Heisig comes from a family of artists. His father Bernhard Heisig was the principal of the Old Leipzig School and the teacher of many  artists from the "New Leipzig School"  (i.e. Neo Rauch).

In his father's studio Johannes learned early from his childhood on the art of painting. From 1973 to 1977 he studied Painting and Graphics at the Hochschule für Grafik und Buchkunst Leipzig and from 1978 to 1980 he was Masterstudent with Professor Gerhard Kettner at the Hochschule für Bildende Künste Dresden (HfBK) where he was the president from 1989 to 1991.
After his withdrawing from his long-time teaching activity there he went from Dresden to Berlin.
He was invited to several residency programs at International Universities and worked as a Professor at the Dortmund University (2003–2004).

Work 
Johannes Heisig is known for his graphics and illustrations and his portraits for which he can also be considered a modern court painter.

In 2008 he presented his large works series "es war einmal" (once upon a time) which shows the topic of German separation both from a private and a public view in colored portraits and large black-and-white canvasses with scenes from both West and East. These artworks were presented to the public for the first time in the Berlin House of Representatives in 2008 and then in the German Embassy London.

One of Heisig's favorite subjects is Music.

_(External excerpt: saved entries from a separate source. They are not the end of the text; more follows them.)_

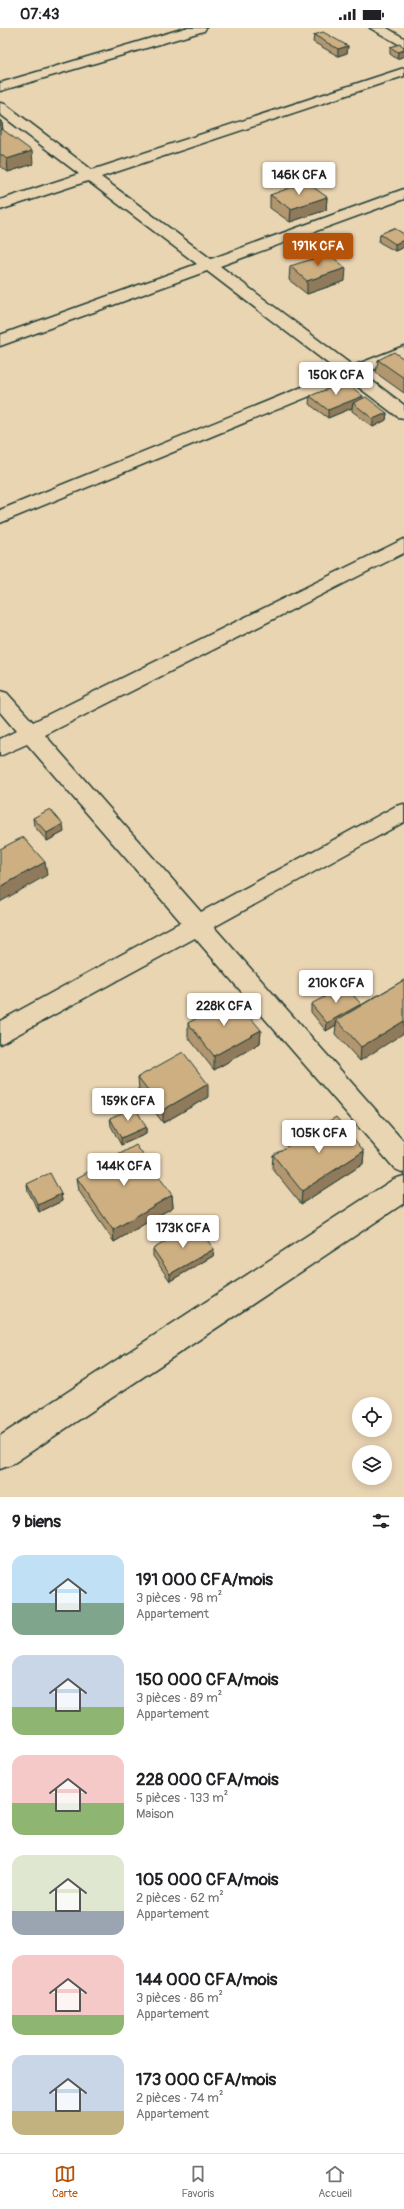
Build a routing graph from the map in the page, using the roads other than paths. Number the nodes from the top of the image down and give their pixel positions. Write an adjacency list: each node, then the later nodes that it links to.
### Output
1 (199, 28): 5 (street)
2 (377, 28): 3 (street)
3 (404, 43)
4 (404, 72): 7 (street)
5 (0, 87)
6 (0, 107): 7 (street)
7 (90, 175): 9 (street); 10 (street)
8 (404, 194): 10 (street)
9 (0, 204)
10 (208, 265): 11 (street); 13 (street)
11 (0, 341)
12 (404, 351): 13 (street)
13 (351, 373): 14 (street); 15 (street)
14 (404, 413)
15 (0, 517)
16 (404, 545): 18 (street)
17 (0, 698): 18 (street)
18 (30, 732): 19 (street); 21 (street)
19 (0, 748)
20 (404, 812): 21 (street)
21 (198, 925): 22 (street); 23 (street)
22 (0, 1033)
23 (404, 1162)
24 (404, 1188): 25 (street)
25 (0, 1454)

He created several painting and lithograph series inspired by or referring to international musicians like Van Morrison, Tom Waits and Johann Sebastian Bach. 
His large triptych "Be Berlin or: The Unifying Power of Music" shows musicians playing beside John F. Kennedy on his Berlin visit in the 1960s sitting in a car together with Willy Brandt and Konrad Adenauer.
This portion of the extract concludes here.